• **Problem**
Return exactly, with nothing added, the lines from the one that contains "pinky tip: (1197, 1078)" through the end of the listing below, pictures excluded.

**** Dataset entries

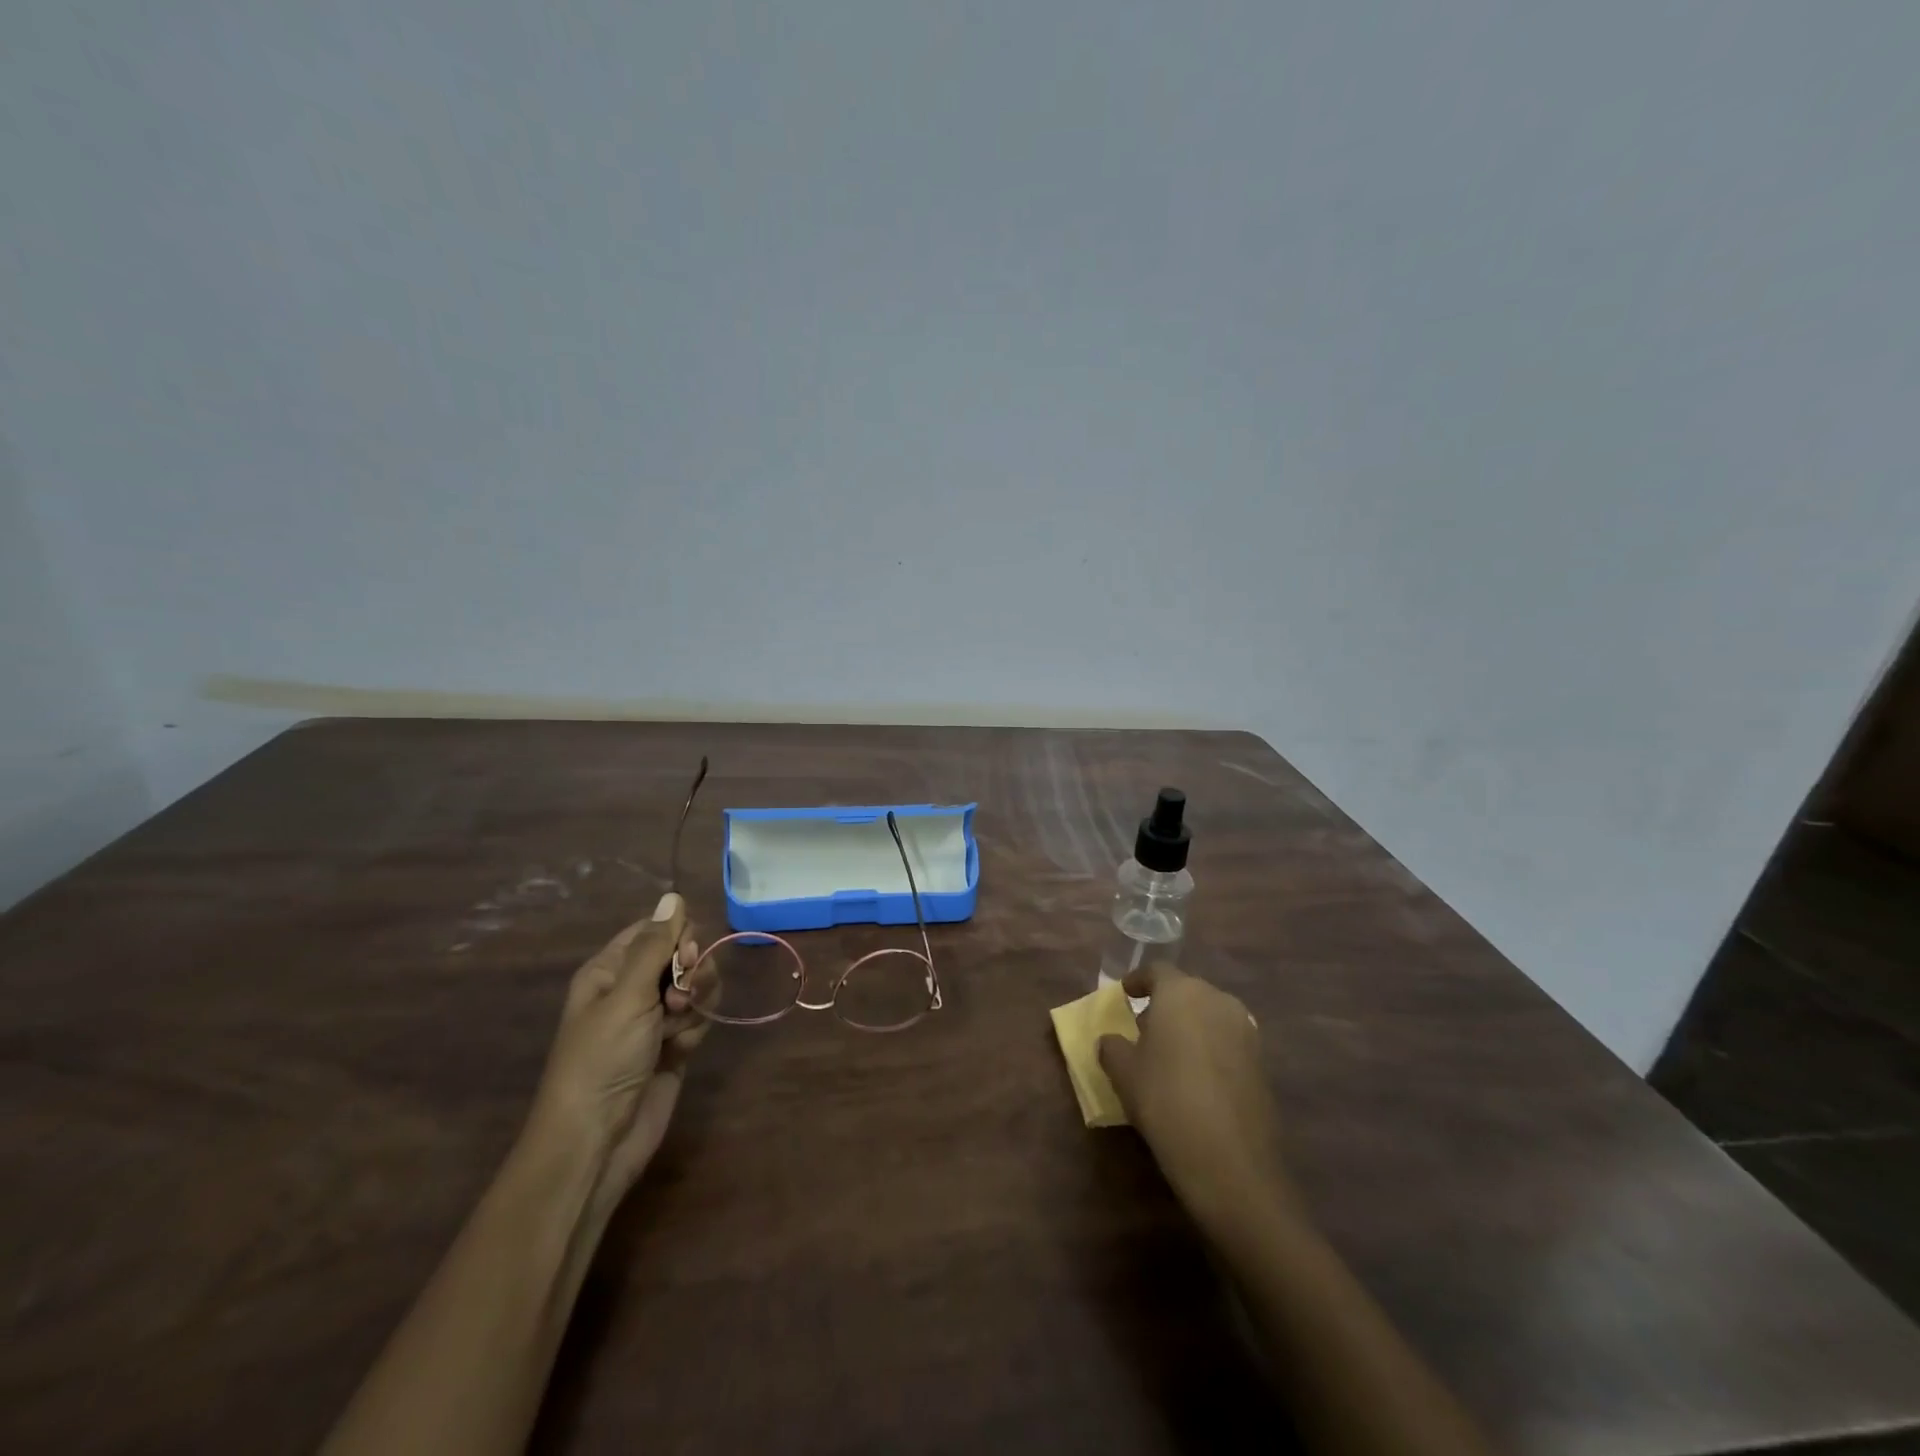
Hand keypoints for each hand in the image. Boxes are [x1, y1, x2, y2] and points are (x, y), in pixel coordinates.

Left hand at [526, 892, 715, 1208]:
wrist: (599, 1141)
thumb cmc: (602, 1060)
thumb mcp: (627, 996)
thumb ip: (656, 945)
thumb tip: (673, 895)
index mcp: (611, 969)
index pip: (657, 929)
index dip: (678, 937)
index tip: (685, 957)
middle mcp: (633, 988)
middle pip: (683, 955)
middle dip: (691, 972)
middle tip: (679, 998)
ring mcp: (654, 1018)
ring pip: (696, 986)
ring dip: (696, 1003)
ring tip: (677, 1029)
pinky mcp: (674, 1044)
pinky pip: (700, 1017)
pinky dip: (696, 1030)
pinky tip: (680, 1051)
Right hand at [1097, 964, 1292, 1228]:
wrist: (1231, 1160)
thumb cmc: (1165, 1100)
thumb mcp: (1123, 1073)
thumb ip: (1112, 1047)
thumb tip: (1110, 1040)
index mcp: (1181, 992)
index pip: (1157, 971)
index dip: (1138, 980)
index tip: (1124, 995)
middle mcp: (1217, 1000)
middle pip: (1186, 991)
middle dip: (1165, 1005)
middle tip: (1144, 1029)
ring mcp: (1246, 1030)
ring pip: (1210, 1015)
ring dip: (1190, 1026)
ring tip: (1171, 1055)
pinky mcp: (1262, 1061)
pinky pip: (1228, 1041)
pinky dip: (1210, 1049)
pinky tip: (1197, 1078)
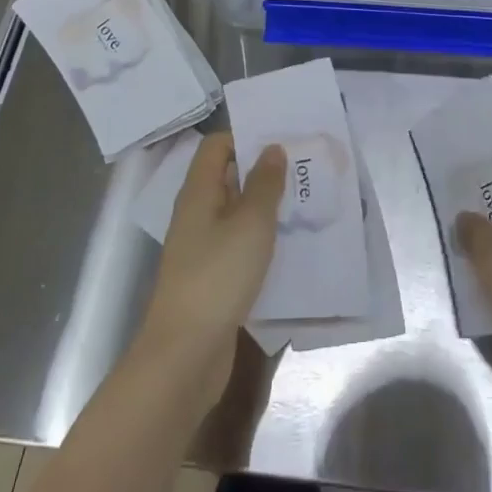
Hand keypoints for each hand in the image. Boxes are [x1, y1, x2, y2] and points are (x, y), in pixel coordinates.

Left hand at [137, 133, 284, 407]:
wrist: (185, 354)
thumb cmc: (218, 277)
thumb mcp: (251, 224)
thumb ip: (265, 184)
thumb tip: (272, 148)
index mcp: (199, 192)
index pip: (217, 145)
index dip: (246, 137)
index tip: (284, 142)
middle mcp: (197, 213)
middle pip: (228, 177)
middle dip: (264, 171)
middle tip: (305, 170)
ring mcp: (203, 247)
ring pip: (237, 212)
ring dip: (267, 206)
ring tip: (306, 203)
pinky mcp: (213, 276)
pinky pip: (239, 243)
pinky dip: (262, 239)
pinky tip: (290, 245)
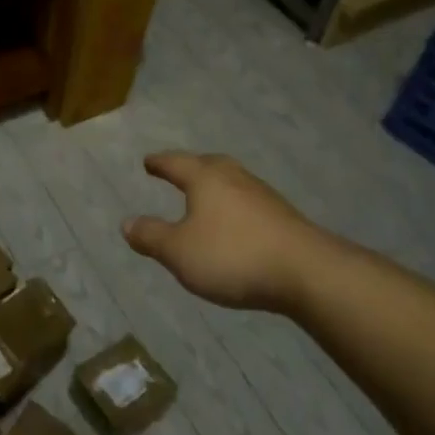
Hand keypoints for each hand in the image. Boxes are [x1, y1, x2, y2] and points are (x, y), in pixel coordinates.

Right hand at [122, 151, 340, 310]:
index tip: (148, 162)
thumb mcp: (179, 252)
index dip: (159, 163)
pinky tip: (234, 223)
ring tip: (204, 197)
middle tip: (177, 170)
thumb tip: (127, 223)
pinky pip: (248, 202)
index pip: (176, 163)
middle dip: (190, 167)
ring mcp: (263, 195)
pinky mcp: (283, 217)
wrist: (308, 272)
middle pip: (208, 164)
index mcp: (206, 178)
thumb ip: (151, 237)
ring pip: (231, 181)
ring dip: (215, 186)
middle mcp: (234, 178)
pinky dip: (233, 205)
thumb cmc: (233, 255)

********

• **Exercise solution**
pinky tip: (1197, 1078)
Hand keypoints for each hand in the image. Boxes are [x1, y1, x2, y2] and points are (x, y), in pixel coordinates.

Left hand at [137, 133, 284, 407]:
wrist: (185, 354)
thumb cmc: (218, 277)
thumb mcp: (251, 224)
thumb ip: (265, 184)
thumb tip: (272, 148)
index mcp: (199, 192)
index pip: (217, 145)
index dip: (246, 137)
index tip: (284, 142)
middle mcp: (197, 213)
middle pip: (228, 177)
middle dip: (264, 171)
middle tip: (305, 170)
ring mcp: (203, 247)
ring pip: (237, 212)
ring dip: (267, 206)
ring tip: (306, 203)
pinky mcp: (213, 276)
pinky pip: (239, 243)
pinky dip: (262, 239)
pinky tip: (290, 245)
Hand keypoints for each hand in the image. Boxes are [x1, y1, x2, y2] and points are (x, y), in pixel coordinates.

Right hand at [122, 151, 340, 310]:
index tip: (148, 162)
thumb mcp: (179, 252)
index dip: (159, 163)
pinky tip: (234, 223)
ring tip: (204, 197)
middle tip: (177, 170)
thumb tip: (127, 223)
pinky pip: (248, 202)
index pip: (176, 163)
middle dip: (190, 167)
ring mcp: (263, 195)
pinky mcp: (283, 217)
wrist: (308, 272)
middle pip: (208, 164)
index mcp: (206, 178)
thumb ip: (151, 237)
ring pip: (231, 181)
ring dip: (215, 186)
middle mcp: (234, 178)
pinky dip: (233, 205)
thumb cmc: (233, 255)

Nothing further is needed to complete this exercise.